Ashley Proctor runs both Creative Blueprint and Foundery in the vibrant city of Toronto, Canada. The newly renovated 15,000 sq ft community hub is an accessible venue run by Ashley and her business partner, Jake Koseleci, who also owns the property and leases space to Creative Blueprint and Foundery, in addition to a Starbucks.

Established in 2006, Creative Blueprint is a pioneer and leader in Toronto’s arts and coworking communities. Creative Blueprint provides studios, services and support for artists and entrepreneurs. The CB Studios in downtown Toronto are home to practicing visual artists, designers, makers and creative entrepreneurs.

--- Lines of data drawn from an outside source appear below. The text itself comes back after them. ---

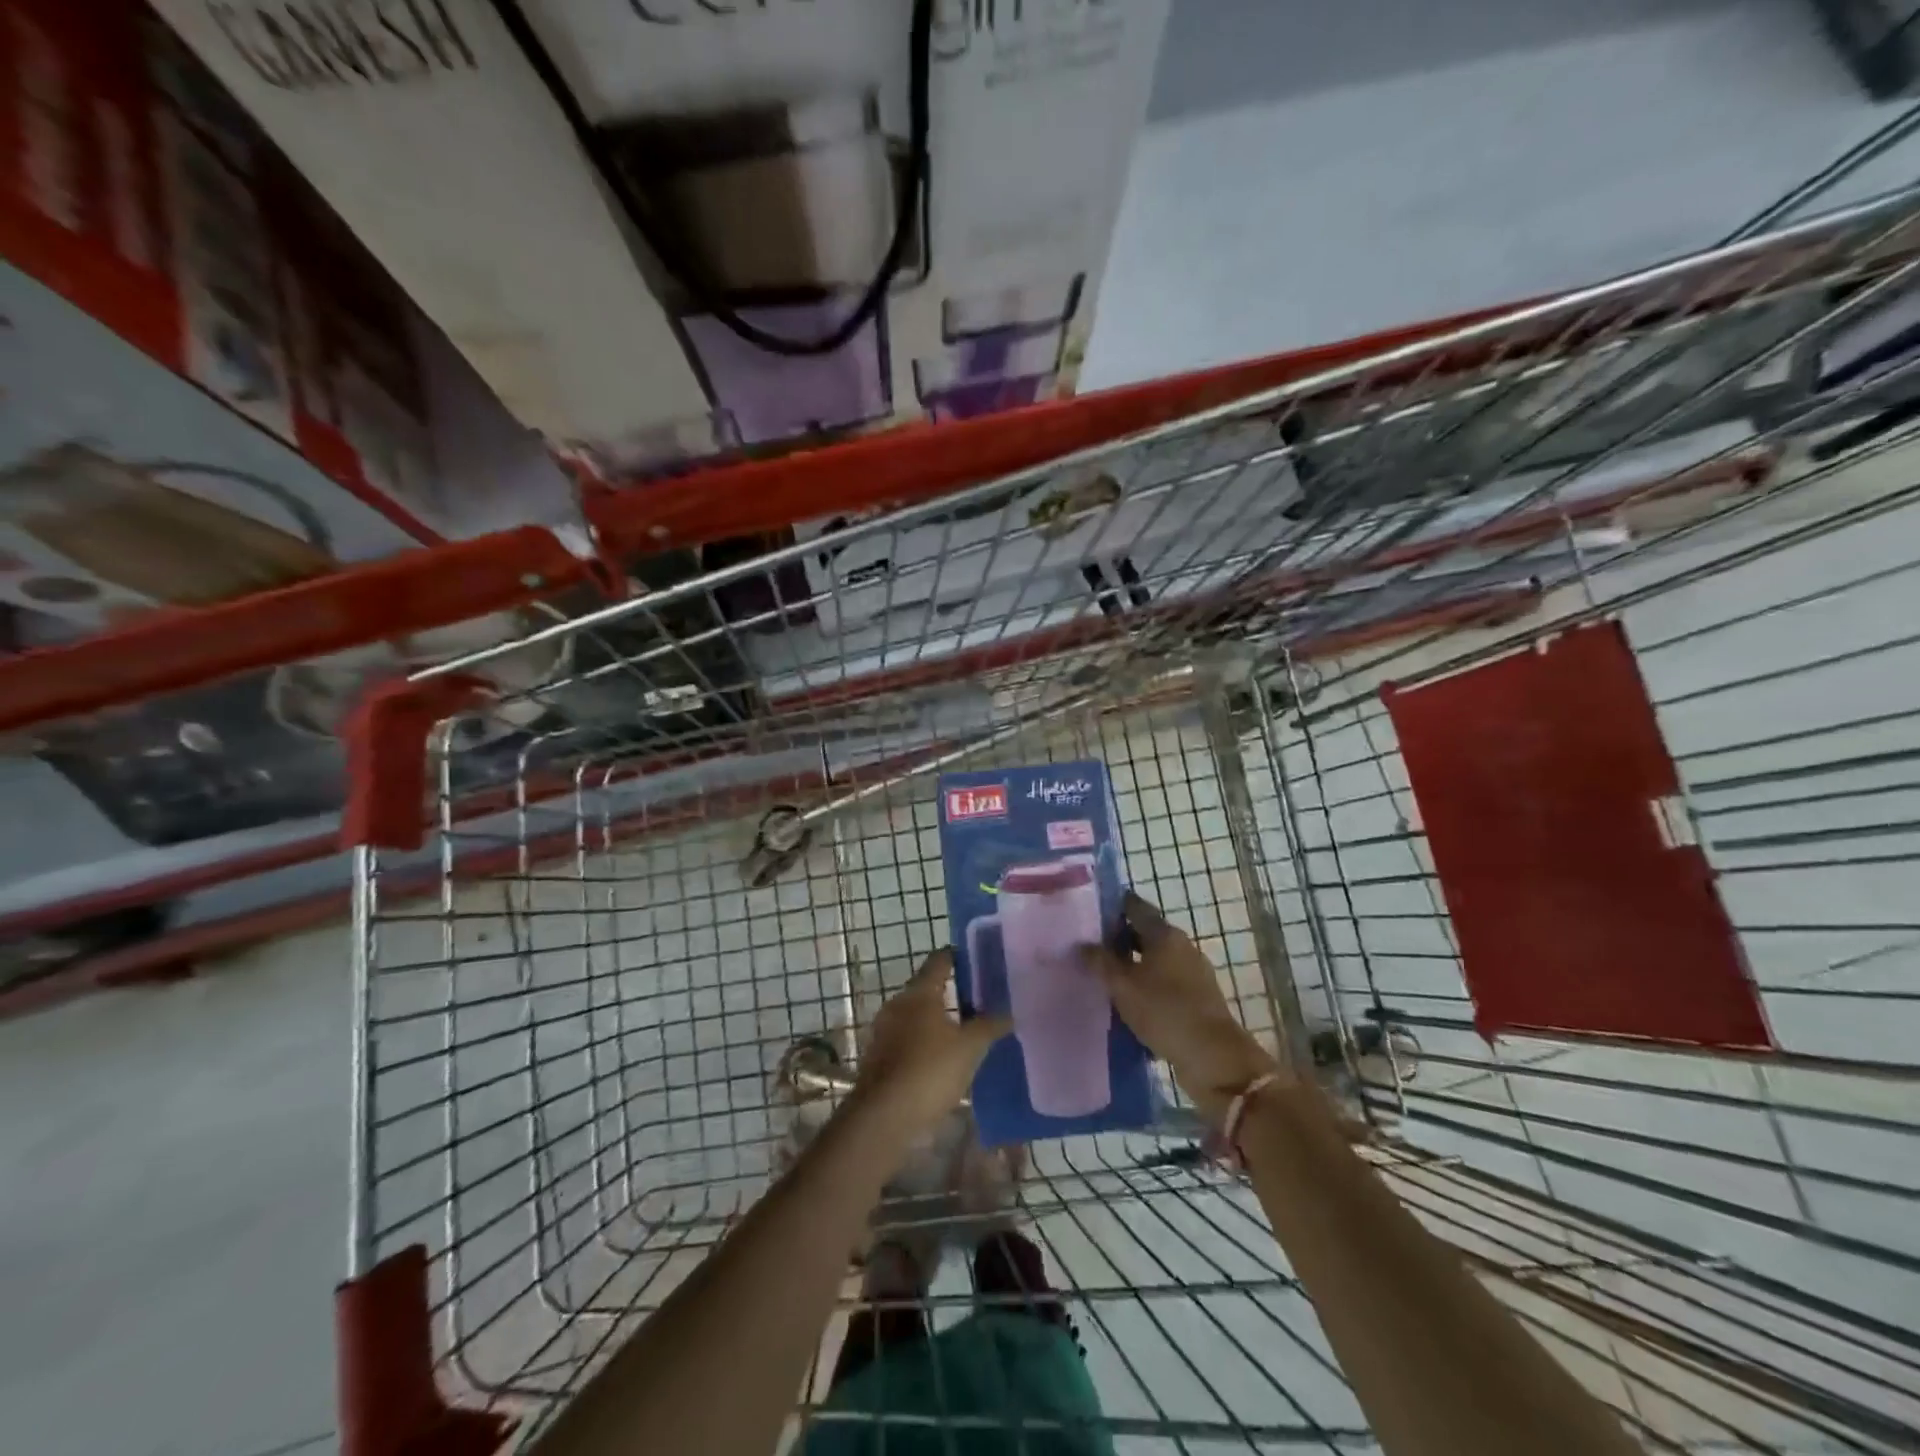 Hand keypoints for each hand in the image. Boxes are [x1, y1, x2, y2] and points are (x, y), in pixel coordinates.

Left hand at [853, 949, 1010, 1133]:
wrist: (884, 1117)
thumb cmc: (930, 1071)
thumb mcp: (969, 1048)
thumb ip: (990, 1026)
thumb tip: (1010, 1012)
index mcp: (919, 992)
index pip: (939, 961)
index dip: (958, 957)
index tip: (978, 959)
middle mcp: (898, 1003)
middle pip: (926, 987)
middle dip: (950, 991)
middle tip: (979, 998)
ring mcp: (884, 1030)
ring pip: (916, 1014)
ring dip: (937, 1019)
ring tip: (965, 1029)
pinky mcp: (879, 1056)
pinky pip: (907, 1038)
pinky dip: (924, 1041)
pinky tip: (942, 1057)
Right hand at [1079, 892, 1278, 1120]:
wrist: (1214, 1058)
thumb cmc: (1165, 1011)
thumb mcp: (1123, 987)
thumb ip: (1100, 962)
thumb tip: (1082, 944)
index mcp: (1165, 934)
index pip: (1136, 907)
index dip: (1113, 906)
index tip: (1089, 912)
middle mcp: (1182, 946)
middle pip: (1145, 933)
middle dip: (1118, 939)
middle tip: (1089, 947)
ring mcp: (1193, 973)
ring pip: (1155, 960)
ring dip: (1132, 965)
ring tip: (1104, 977)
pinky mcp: (1197, 998)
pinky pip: (1165, 983)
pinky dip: (1146, 986)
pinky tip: (1128, 1002) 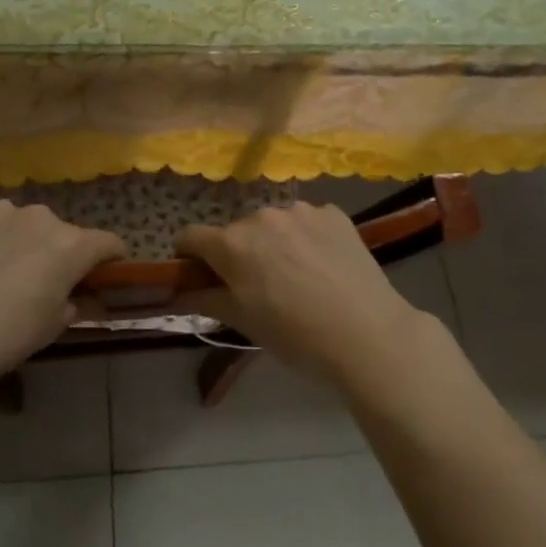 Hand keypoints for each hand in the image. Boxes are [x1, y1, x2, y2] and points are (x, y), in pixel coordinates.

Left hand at [0, 202, 125, 391]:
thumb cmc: (2, 339)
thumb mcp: (51, 329)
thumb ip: (73, 304)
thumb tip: (76, 297)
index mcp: (70, 245)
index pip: (108, 243)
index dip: (110, 260)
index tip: (103, 275)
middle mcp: (39, 217)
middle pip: (62, 232)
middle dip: (59, 252)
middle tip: (42, 283)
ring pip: (22, 223)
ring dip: (22, 241)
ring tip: (0, 272)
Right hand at [175, 202, 430, 386]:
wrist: (368, 335)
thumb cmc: (296, 336)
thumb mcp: (244, 323)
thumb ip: (204, 300)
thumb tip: (176, 293)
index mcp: (232, 243)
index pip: (190, 237)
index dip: (189, 258)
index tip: (201, 278)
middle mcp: (261, 216)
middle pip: (235, 232)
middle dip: (237, 254)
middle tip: (258, 288)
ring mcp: (300, 210)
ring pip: (273, 224)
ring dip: (274, 243)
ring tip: (297, 277)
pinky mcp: (333, 213)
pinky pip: (307, 221)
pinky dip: (306, 238)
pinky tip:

We caught up with Ashley to talk about what it was like to partner with Starbucks and how coffee culture can help coworking spaces grow.

Hi, Ashley. Can you please tell us a bit about the current state of Foundery and Creative Blueprint?

Established in 2010, Foundery currently operates two Coworking and Event Spaces within The Foundery Buildings. Foundery is one of Toronto’s first coworking spaces and we are home to a diverse and vibrant community of passionate, independent freelancers and artists. Foundery provides 2 unique shared coworking environments in addition to private offices and meeting rooms.

In the new year, we are planning to launch an exchange program with our newest Creative Blueprint location in Seattle, Washington (in partnership with Office Nomads).

Why did you decide to partner with Starbucks rather than opening your own coffee shop? 

My original plans for a coworking space included art studios, as well as an art gallery and cafe. The businesses are all complimentary and they support each other. The Foundery Buildings were the first venue where we could open all of these elements under one roof. Yet, we had an entire building to renovate and a mortgage to cover, so we decided that it would be a good idea to partner with an established anchor tenant that we didn’t feel bad about charging market rental rates.

Ashley Proctor

Ashley Proctor

At the time when we bought the building, there was construction on the street and we needed to increase foot traffic. Also, coworking was not as popular as it is today and many people were still unfamiliar with the concept. Thus, the cafe gave people a reason to come by and check out the newly renovated building.

Do you feel that this partnership brought Foundery more opportunity?

Yes. Overall, it’s really events, coffee and casual opportunities that make connections and what helped to introduce the community to our space and to the coworking movement.

It has been a great way to find and to introduce people who need a community to the coworking concept. The partnership also offers a secure stream of patrons for the cafe and a secure revenue stream for the building. It also works out well when we need breakfast or coffee for our in-house workshops and events!

What are some of the specific benefits of having a partnership with Starbucks and what does it bring to the tenants and to the space owners?

Our members love coffee. We drink coffee all day and we also like snacks. Since we have our own desks next door, we don’t take up precious real-estate in Starbucks.

As a coworking space operator, I also visit the cafe to tell those people who are working on laptops that there is a better option that’s right next door. I’ve actually invited many cafe customers in for a trial day at Foundery and that worked out well both for Starbucks and for us.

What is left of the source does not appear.